TASK STATEMENT:
What should you transcribe? Every line from the top of the records below through the line with "pinky tip: (222, 195)", exactly, and no pictures.

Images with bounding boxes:
....................
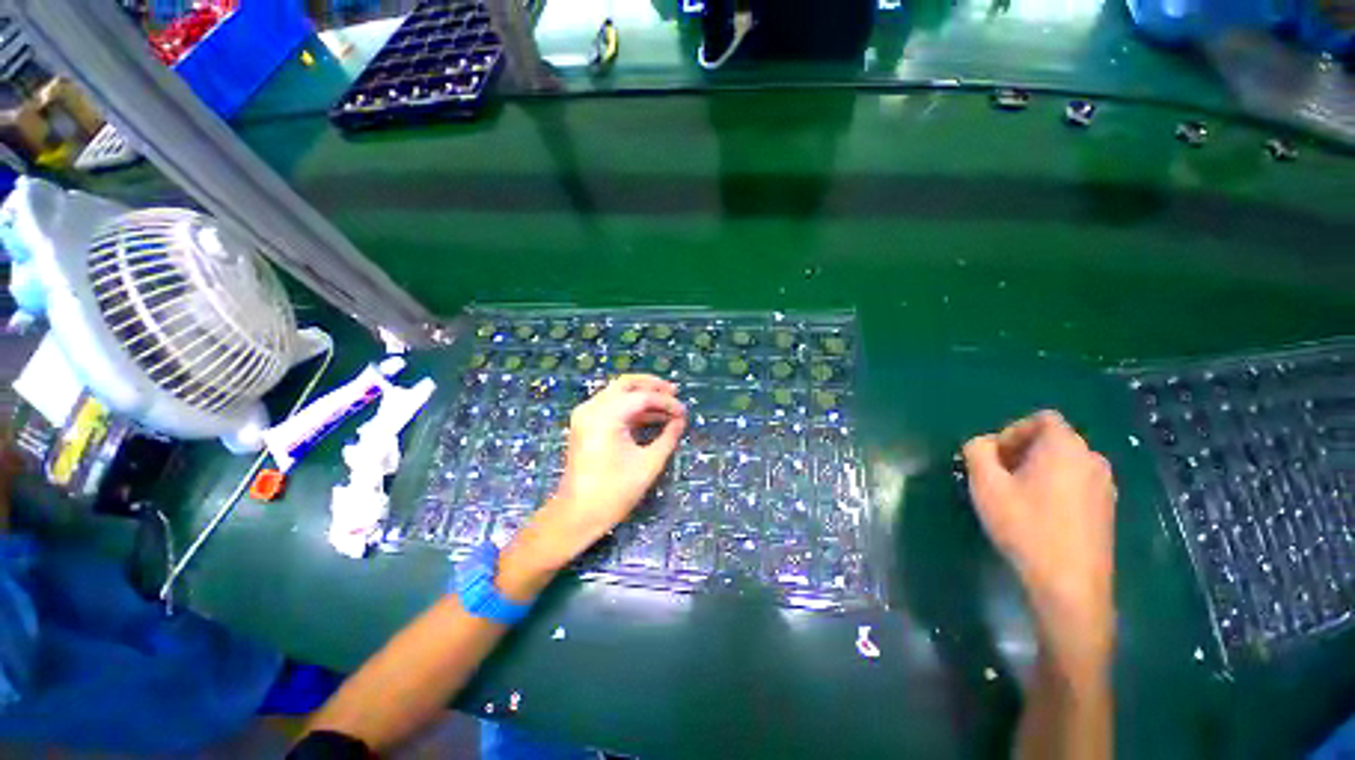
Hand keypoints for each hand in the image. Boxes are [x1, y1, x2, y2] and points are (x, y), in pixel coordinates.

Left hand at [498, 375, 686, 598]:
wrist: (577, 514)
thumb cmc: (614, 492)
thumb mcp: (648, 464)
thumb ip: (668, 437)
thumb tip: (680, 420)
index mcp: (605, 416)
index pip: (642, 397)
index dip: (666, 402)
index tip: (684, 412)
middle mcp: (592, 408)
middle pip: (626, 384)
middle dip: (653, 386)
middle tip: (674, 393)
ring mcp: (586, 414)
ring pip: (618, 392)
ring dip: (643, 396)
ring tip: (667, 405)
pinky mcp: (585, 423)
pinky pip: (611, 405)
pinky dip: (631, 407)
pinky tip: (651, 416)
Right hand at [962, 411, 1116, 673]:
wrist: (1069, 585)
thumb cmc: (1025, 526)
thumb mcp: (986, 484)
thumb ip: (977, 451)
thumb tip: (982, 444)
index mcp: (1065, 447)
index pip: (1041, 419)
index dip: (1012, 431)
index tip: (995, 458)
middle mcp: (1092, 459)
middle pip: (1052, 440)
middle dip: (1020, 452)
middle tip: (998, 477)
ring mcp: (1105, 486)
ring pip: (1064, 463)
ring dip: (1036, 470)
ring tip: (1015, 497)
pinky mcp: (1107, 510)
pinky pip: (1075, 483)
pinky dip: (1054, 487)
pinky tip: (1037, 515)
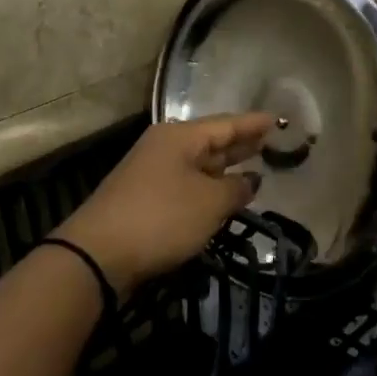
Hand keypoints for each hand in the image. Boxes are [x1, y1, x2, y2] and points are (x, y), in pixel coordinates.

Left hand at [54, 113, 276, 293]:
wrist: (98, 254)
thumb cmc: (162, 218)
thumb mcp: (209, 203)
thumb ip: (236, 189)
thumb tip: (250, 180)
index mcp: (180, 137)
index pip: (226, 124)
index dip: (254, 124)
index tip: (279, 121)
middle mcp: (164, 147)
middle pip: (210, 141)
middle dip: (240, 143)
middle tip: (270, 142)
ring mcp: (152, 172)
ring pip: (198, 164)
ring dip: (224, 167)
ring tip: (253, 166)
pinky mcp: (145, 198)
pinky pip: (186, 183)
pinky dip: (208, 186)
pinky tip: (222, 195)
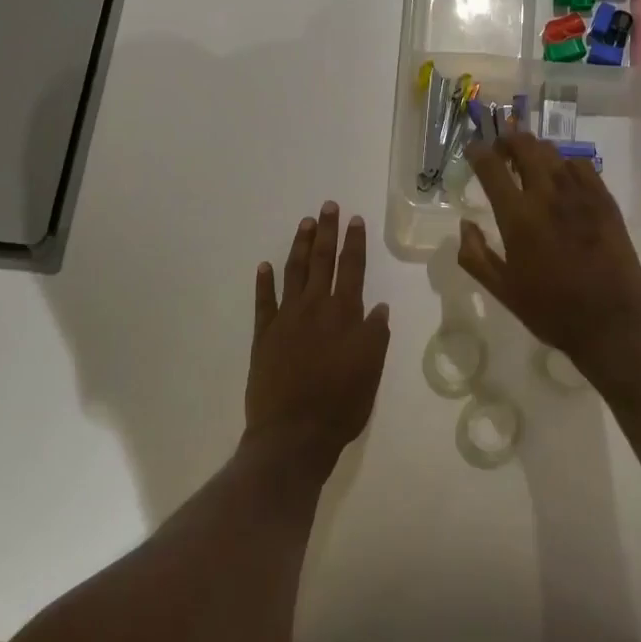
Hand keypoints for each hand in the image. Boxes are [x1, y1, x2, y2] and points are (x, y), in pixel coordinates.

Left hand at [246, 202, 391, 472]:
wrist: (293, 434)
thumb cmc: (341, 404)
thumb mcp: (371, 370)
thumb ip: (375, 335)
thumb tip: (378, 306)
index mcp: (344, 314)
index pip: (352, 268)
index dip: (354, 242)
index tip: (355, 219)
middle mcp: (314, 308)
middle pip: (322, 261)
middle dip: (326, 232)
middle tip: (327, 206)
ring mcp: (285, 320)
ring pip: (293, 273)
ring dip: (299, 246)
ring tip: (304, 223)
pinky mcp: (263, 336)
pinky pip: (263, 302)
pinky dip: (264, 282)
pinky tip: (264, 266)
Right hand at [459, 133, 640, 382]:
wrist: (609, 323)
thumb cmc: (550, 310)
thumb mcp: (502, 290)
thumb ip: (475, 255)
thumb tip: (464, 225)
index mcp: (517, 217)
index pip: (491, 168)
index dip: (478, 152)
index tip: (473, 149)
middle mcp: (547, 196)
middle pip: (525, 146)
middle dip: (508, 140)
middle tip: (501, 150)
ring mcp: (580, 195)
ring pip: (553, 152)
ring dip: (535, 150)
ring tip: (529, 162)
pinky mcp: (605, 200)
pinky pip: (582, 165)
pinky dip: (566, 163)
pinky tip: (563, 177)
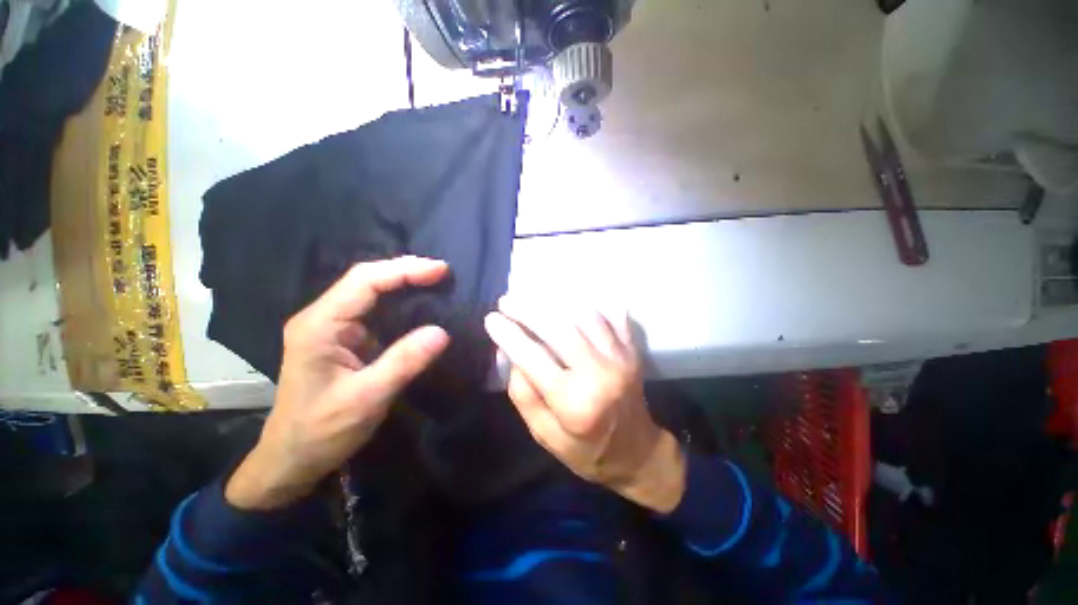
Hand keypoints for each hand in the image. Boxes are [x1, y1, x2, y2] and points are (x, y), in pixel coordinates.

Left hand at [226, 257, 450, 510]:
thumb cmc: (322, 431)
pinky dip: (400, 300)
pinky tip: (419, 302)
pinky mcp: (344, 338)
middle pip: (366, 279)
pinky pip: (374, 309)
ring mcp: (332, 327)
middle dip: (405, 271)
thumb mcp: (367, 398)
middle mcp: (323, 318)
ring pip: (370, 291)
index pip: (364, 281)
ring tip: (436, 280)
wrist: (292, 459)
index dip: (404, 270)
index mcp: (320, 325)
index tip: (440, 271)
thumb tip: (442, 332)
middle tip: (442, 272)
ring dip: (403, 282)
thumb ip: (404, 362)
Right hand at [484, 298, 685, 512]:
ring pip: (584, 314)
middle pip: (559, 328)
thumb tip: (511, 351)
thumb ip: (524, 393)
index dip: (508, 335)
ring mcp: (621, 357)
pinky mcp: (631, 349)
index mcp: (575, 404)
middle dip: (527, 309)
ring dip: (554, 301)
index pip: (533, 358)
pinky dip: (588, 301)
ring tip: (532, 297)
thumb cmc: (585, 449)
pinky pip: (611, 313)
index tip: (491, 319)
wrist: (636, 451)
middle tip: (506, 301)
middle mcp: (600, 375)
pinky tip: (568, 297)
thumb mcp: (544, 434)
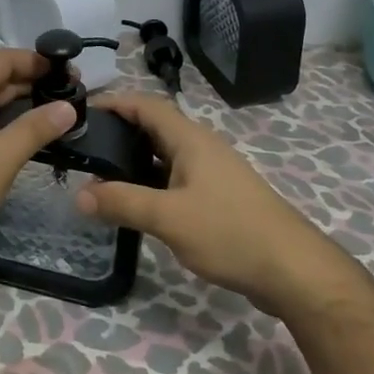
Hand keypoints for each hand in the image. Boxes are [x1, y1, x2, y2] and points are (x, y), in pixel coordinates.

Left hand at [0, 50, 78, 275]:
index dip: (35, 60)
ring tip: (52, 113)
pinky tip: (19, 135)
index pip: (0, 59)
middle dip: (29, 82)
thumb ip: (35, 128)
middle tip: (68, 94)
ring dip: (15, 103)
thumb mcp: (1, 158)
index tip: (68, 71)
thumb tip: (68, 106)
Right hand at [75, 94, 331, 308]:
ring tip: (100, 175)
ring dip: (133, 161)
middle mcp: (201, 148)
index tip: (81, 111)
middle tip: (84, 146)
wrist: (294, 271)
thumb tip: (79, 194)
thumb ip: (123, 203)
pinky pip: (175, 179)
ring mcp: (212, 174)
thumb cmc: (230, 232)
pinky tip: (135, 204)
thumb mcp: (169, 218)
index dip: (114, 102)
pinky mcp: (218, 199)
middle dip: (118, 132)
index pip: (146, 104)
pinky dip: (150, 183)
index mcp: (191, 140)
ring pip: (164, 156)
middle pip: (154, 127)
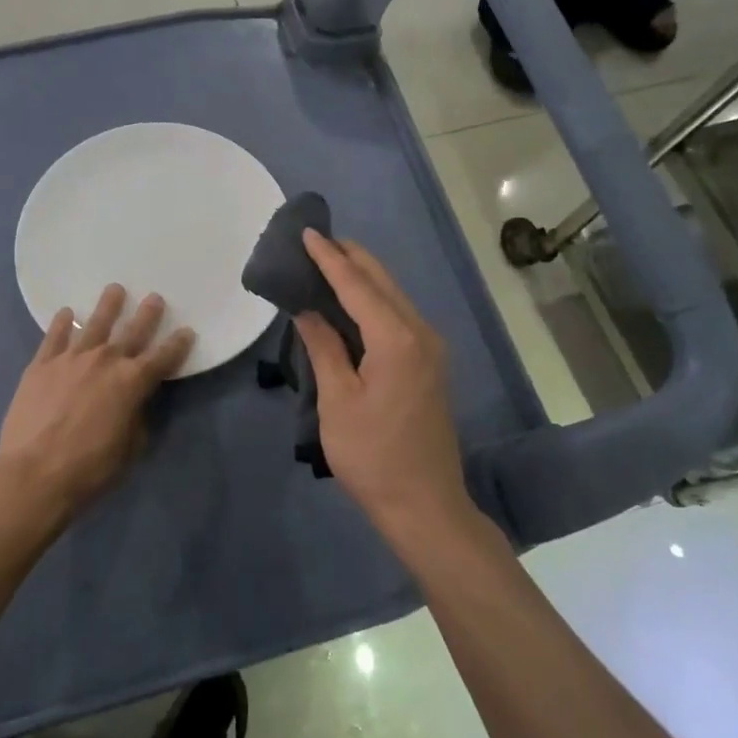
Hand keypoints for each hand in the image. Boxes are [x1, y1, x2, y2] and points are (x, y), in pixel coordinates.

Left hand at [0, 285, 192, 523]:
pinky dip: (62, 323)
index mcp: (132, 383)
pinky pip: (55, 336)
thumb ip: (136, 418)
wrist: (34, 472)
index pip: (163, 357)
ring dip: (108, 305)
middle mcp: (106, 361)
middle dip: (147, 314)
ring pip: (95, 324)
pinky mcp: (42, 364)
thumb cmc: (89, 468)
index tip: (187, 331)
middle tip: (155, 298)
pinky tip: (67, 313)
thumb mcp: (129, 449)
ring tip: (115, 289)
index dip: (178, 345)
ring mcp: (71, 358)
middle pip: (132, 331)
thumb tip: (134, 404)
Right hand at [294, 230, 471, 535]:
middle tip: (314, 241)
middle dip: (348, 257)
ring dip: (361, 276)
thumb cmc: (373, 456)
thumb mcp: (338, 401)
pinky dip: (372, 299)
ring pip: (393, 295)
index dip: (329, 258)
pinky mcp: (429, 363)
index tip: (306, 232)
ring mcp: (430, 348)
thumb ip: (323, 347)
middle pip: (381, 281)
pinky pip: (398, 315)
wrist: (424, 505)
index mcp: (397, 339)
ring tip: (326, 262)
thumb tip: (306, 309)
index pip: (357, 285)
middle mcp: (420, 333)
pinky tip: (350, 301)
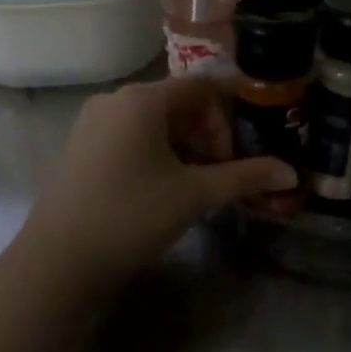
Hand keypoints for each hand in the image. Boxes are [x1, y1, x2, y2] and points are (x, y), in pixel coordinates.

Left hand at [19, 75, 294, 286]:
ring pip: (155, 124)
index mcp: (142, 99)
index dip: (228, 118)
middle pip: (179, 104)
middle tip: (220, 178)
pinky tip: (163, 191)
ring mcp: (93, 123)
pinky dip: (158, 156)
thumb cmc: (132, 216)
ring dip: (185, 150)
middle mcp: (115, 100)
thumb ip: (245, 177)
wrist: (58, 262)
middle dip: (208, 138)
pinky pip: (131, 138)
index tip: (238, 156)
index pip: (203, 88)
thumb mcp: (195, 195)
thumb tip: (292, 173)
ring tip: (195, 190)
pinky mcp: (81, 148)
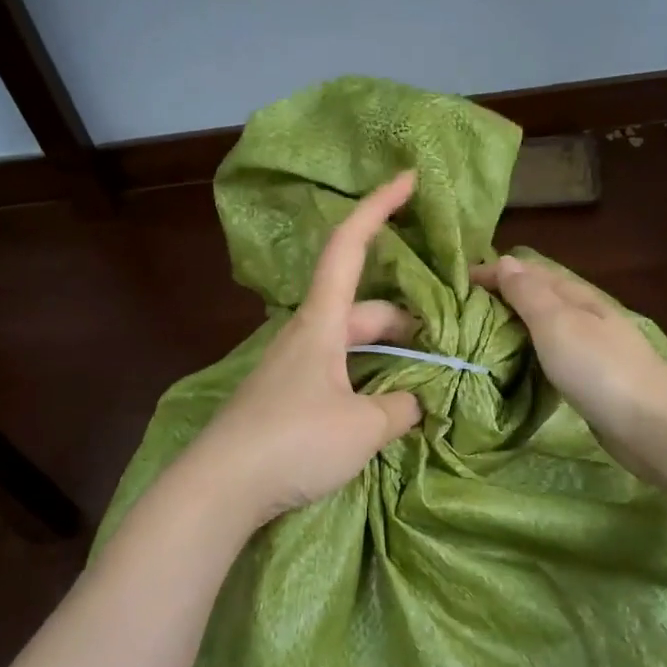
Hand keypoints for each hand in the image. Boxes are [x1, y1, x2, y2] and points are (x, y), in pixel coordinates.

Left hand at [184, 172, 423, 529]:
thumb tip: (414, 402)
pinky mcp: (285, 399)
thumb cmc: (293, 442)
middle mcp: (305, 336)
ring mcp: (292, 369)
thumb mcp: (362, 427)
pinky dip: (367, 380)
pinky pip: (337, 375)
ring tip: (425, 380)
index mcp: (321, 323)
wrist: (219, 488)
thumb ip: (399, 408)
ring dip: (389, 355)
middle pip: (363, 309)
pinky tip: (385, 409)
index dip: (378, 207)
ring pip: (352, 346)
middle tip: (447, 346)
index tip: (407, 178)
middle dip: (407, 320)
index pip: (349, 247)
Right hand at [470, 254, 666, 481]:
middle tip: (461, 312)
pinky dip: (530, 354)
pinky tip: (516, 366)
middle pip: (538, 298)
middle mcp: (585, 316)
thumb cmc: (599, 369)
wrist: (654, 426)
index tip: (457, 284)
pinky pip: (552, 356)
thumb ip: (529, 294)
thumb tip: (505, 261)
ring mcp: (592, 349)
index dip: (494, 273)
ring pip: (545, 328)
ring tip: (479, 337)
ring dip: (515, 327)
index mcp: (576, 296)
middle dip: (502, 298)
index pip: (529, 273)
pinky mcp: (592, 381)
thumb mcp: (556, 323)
....................
SOLUTION FOR THIS EXERCISE:
Hand keypoints for each hand in the image. Boxes are [x1, y1, x2, y2] and points are (x, y), in pixel coordinates.

Left hand at [498, 375, 686, 598]:
wrist: (577, 514)
thumb cmc: (614, 492)
thumb mcp: (648, 464)
thumb ip: (668, 437)
thumb tip: (680, 420)
index mcp: (605, 416)
index pip: (642, 397)
index dip: (666, 402)
index tip: (684, 412)
middle mcp: (592, 408)
middle pip: (626, 384)
middle dip: (653, 386)
middle tip: (674, 393)
ring mcp: (586, 414)
ring pip: (618, 392)
ring dip: (643, 396)
ring tip: (667, 405)
pinky mcp: (585, 423)
pinky pip: (611, 405)
pinky dip: (631, 407)
pinky tip: (651, 416)
Right hand at [962, 411, 1116, 673]:
wrist: (1069, 585)
thumb cmc: (1025, 526)
thumb mcp: (986, 484)
thumb ip: (977, 451)
thumb tip: (982, 444)
index mcp: (1065, 447)
index pip: (1041, 419)
index dip: (1012, 431)
index tip: (995, 458)
middle mcp: (1092, 459)
middle pip: (1052, 440)
middle dip: (1020, 452)
middle tip: (998, 477)
ring mcp: (1105, 486)
ring pip: (1064, 463)
ring dip: (1036, 470)
ring tip: (1015, 497)
pinky mcp: (1107, 510)
pinky pip: (1075, 483)
pinky dip: (1054, 487)
pinky tip: (1037, 515)
Hand keypoints for each hand in the image. Boxes are [x1, y1, x2, y2] and points are (x, y), in pixel coordinates.

Left hand at [54, 113, 276, 293]:
wrist: (98, 254)
thumb cmc: (162, 218)
thumb mcp: (209, 203)
thumb ip: (236, 189)
thumb tip: (250, 180)
index mcp: (180, 137)
index pip: (226, 124)
index dip: (254, 124)
index tip: (279, 121)
middle mcp: (164, 147)
middle pip: (210, 141)
middle dip: (240, 143)
middle tip: (270, 142)
ring mcp: (152, 172)
ring pip: (198, 164)
ring dip: (224, 167)
ring tip: (253, 166)
pinky mcp: (145, 198)
pinky pip: (186, 183)
pinky dip: (208, 186)
pinky tip: (222, 195)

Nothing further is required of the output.